Given entries section start
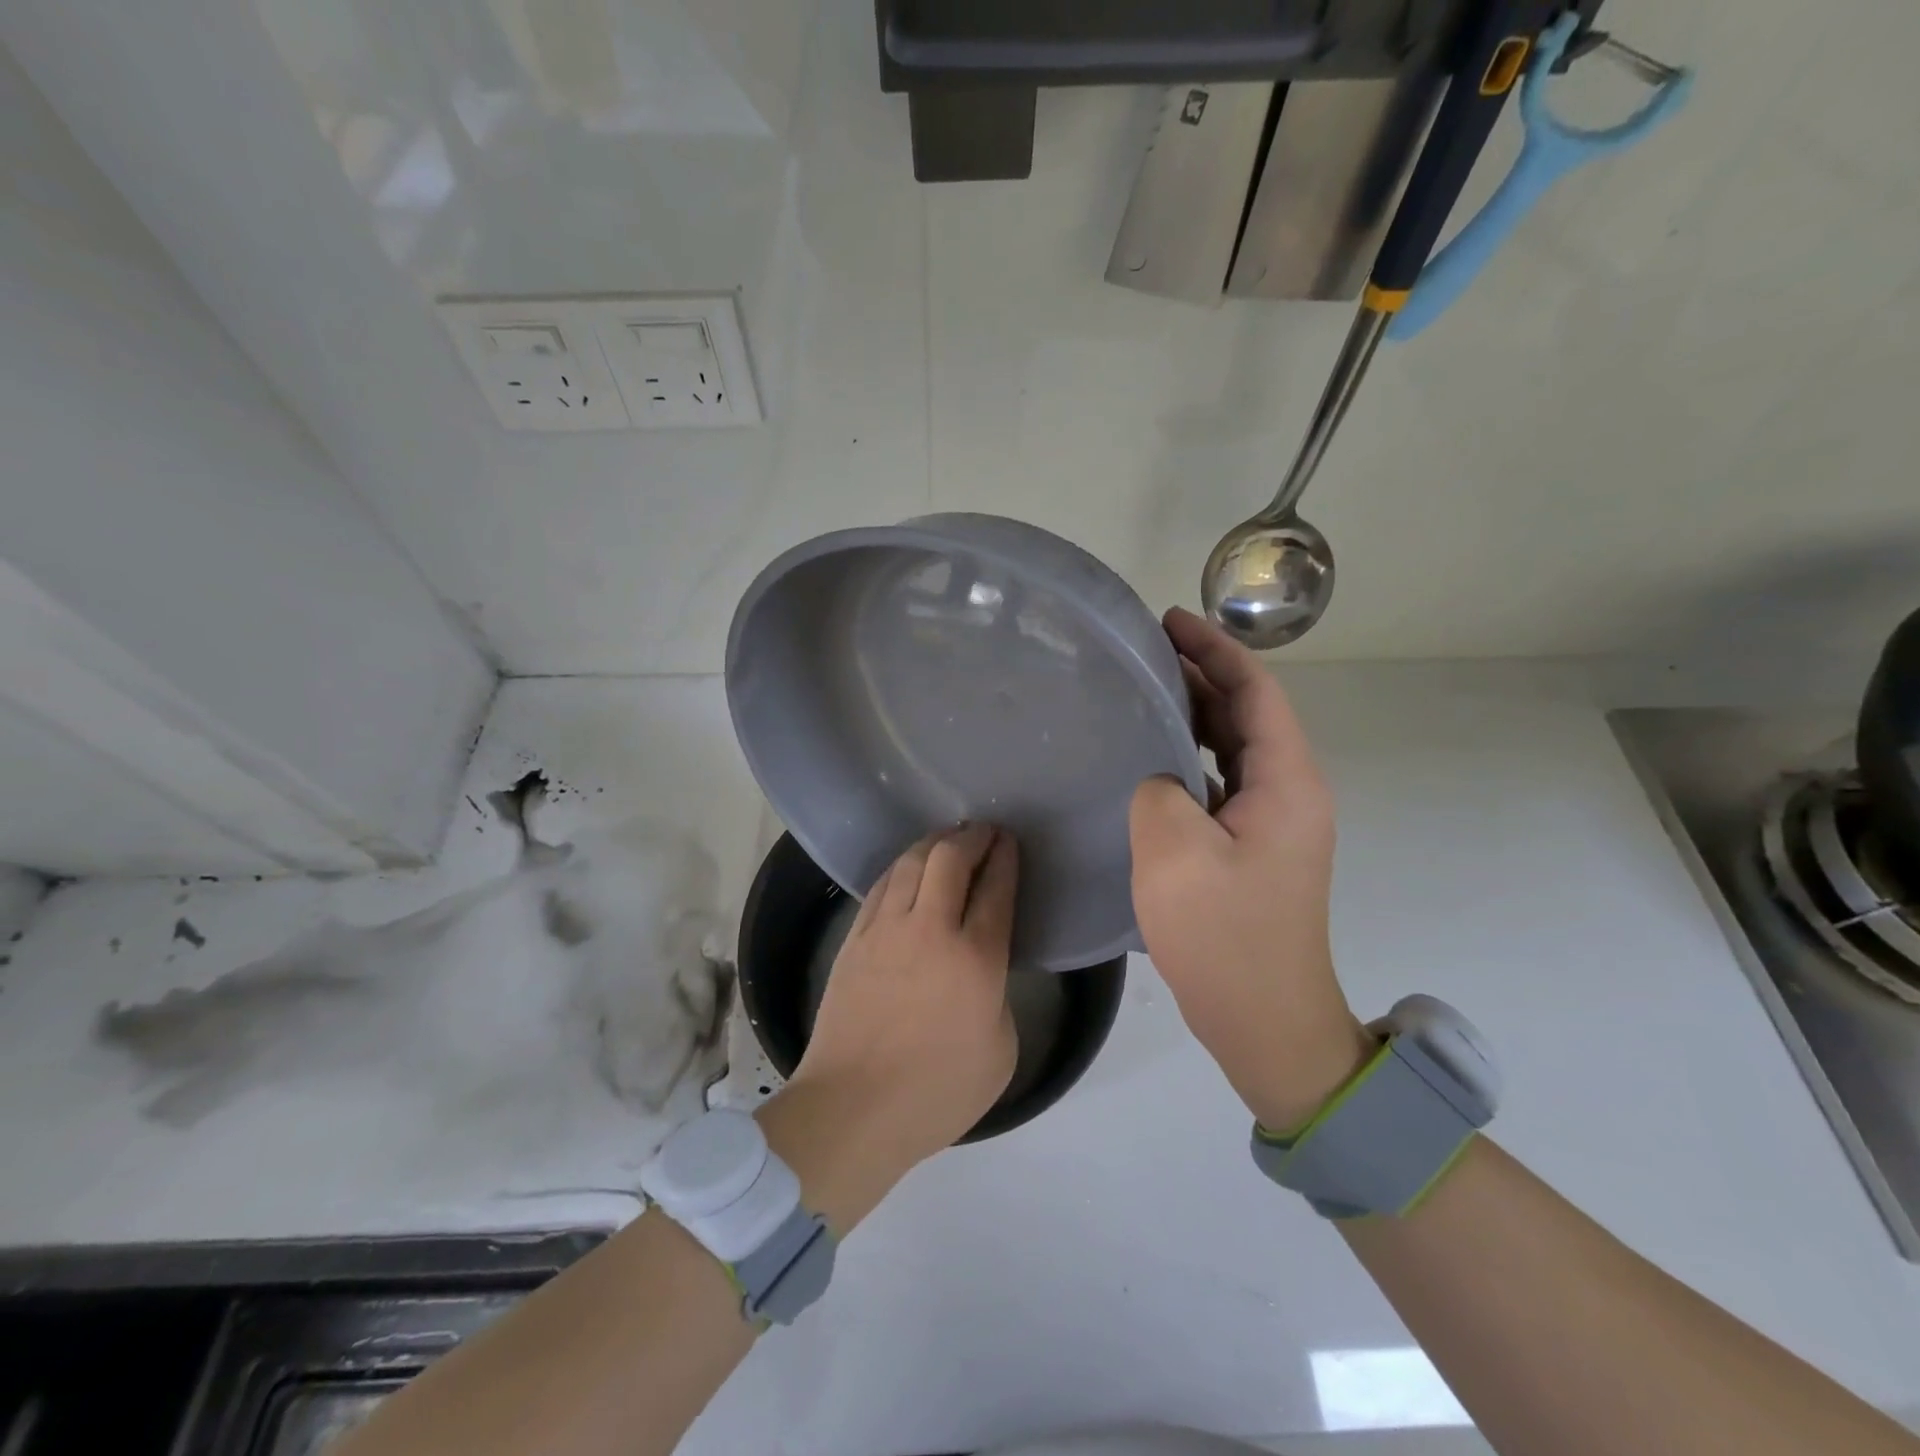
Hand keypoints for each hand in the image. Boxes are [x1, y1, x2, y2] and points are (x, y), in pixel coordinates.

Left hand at [760, 823, 1018, 1229]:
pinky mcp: (854, 938)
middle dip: (973, 837)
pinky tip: (909, 869)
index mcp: (975, 959)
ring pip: (911, 862)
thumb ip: (998, 996)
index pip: (996, 889)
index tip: (1010, 843)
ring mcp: (886, 930)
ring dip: (935, 843)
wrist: (852, 1108)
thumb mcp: (1000, 1051)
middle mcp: (930, 929)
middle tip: (985, 833)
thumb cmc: (936, 1091)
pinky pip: (881, 885)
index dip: (1006, 858)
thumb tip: (981, 969)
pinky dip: (902, 867)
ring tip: (949, 841)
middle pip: (951, 858)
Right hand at [1129, 608, 1376, 1130]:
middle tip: (1143, 651)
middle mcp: (1289, 793)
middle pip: (1246, 714)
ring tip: (1142, 690)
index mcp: (1286, 783)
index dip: (1216, 649)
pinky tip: (1150, 757)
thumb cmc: (1226, 938)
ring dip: (1194, 714)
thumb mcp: (1174, 855)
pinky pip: (1221, 782)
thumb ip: (1157, 791)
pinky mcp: (1251, 848)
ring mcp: (1272, 823)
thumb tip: (1157, 779)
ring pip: (1233, 748)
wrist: (1266, 1023)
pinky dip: (1189, 757)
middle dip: (1201, 674)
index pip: (1256, 692)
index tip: (1169, 621)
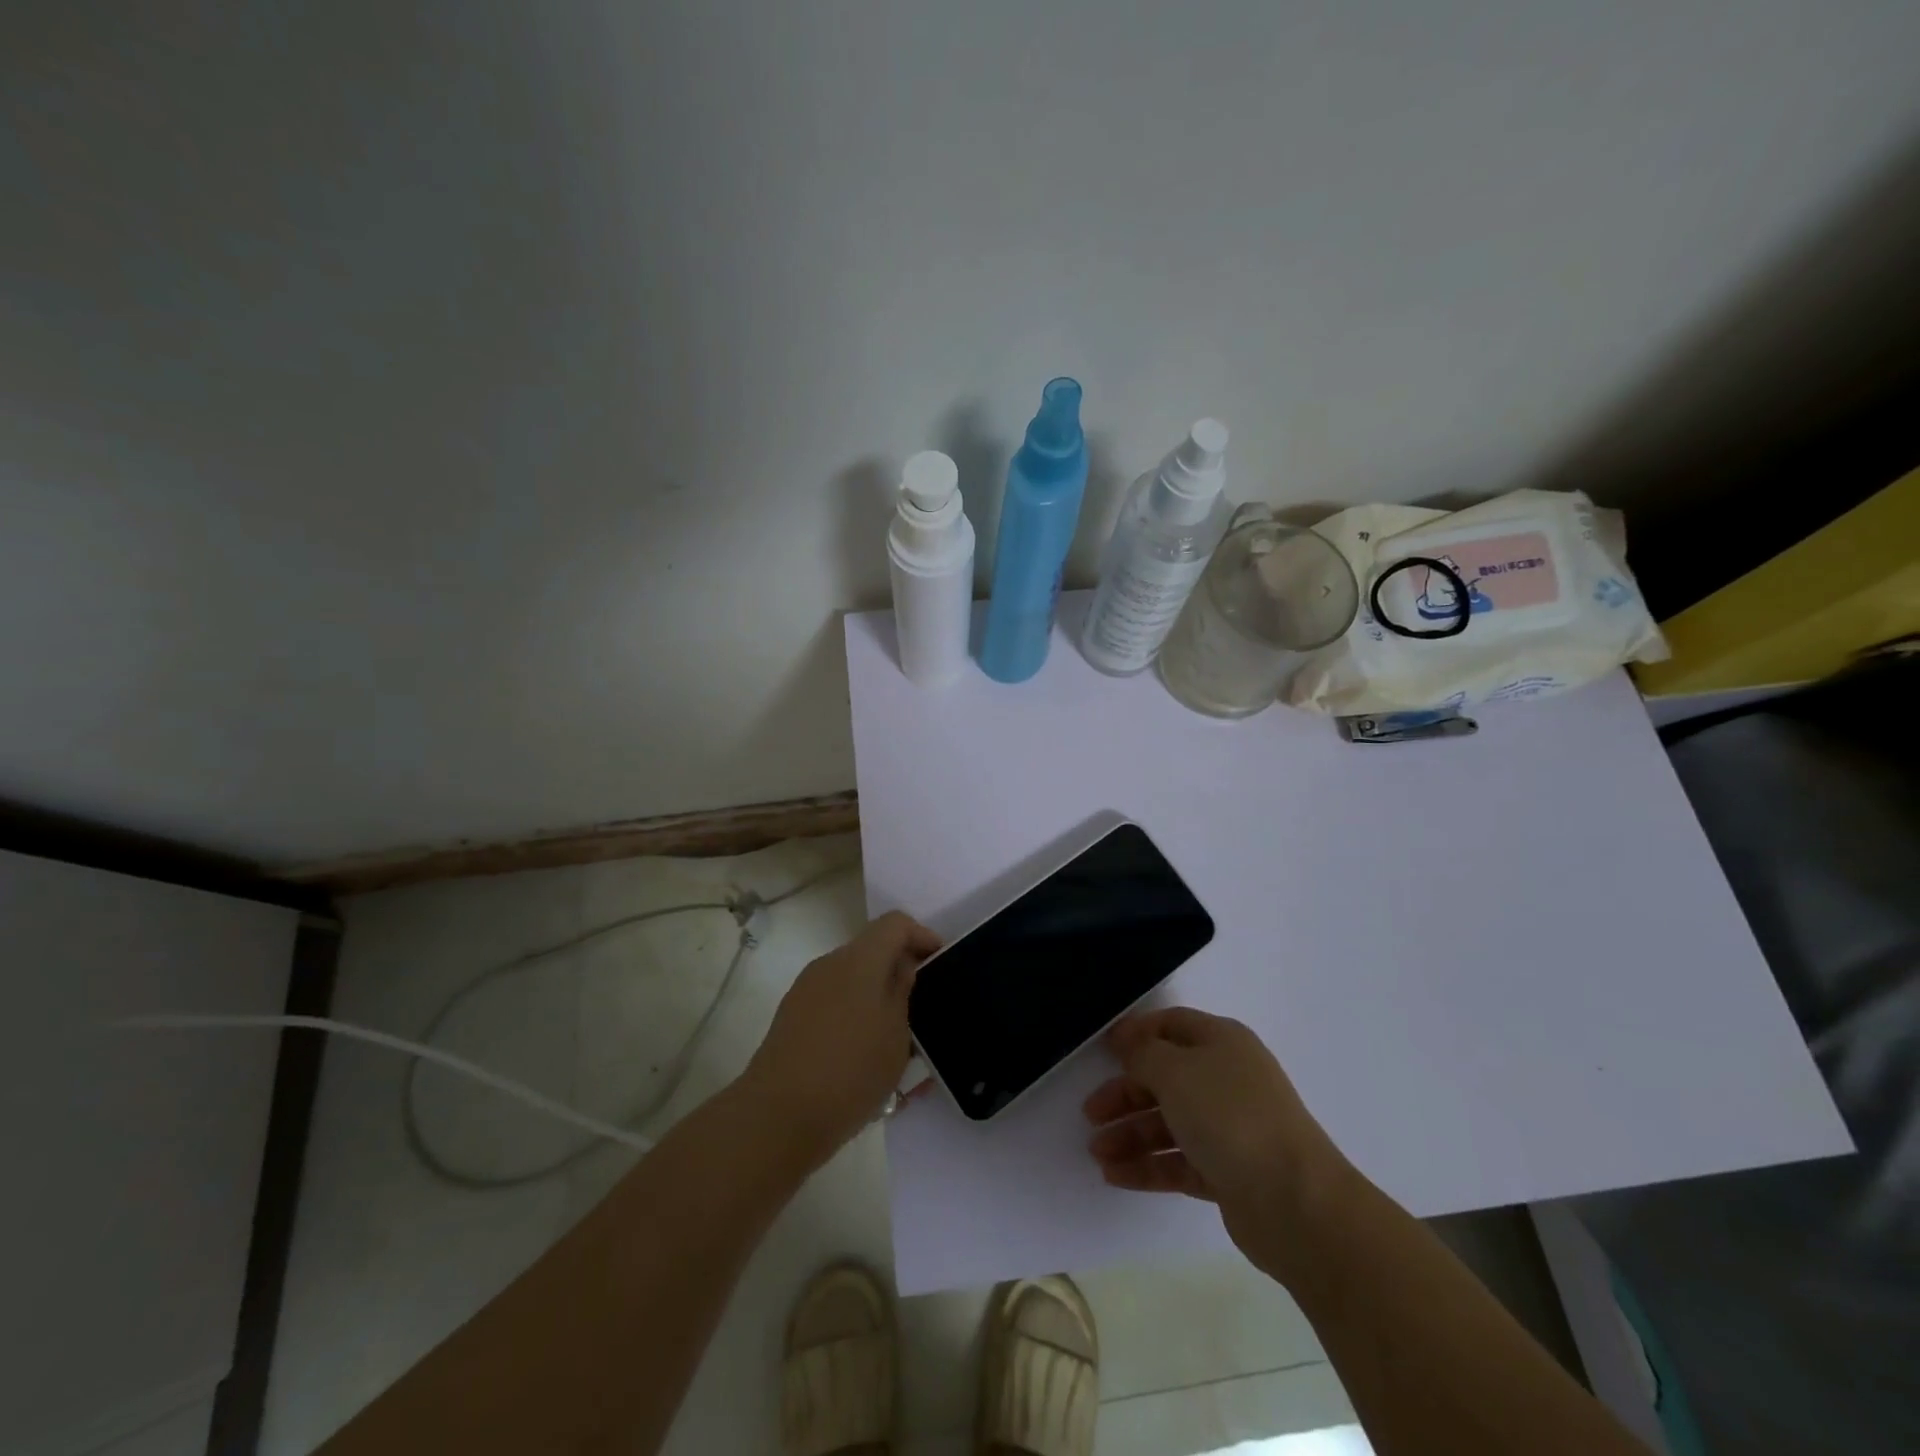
Given entries section end
▶ [Exercise instructions] Make an exact copy of only those lines that run from the line with "ring tip: (1142, 690)" through the end of the records, excluding pictures.

▶ [Exercise solution]
ring tip: (1142, 690)
index mcp: (1286, 783)
index dip: (1216, 649)
pinky tip: (1150, 757)
thumb cmc: (1226, 938)
ring dip: (1194, 714)
thumb mcp: (1174, 855)
pinky pip: (1221, 782)
thumb ip: (1157, 791)
pinky mcp: (1251, 848)
ring mcp: (1272, 823)
thumb tip: (1157, 779)
ring pip: (1233, 748)
wrist: (1266, 1023)
pinky dip: (1189, 757)
middle dip: (1201, 674)
index pip: (1256, 692)
index tip: (1169, 621)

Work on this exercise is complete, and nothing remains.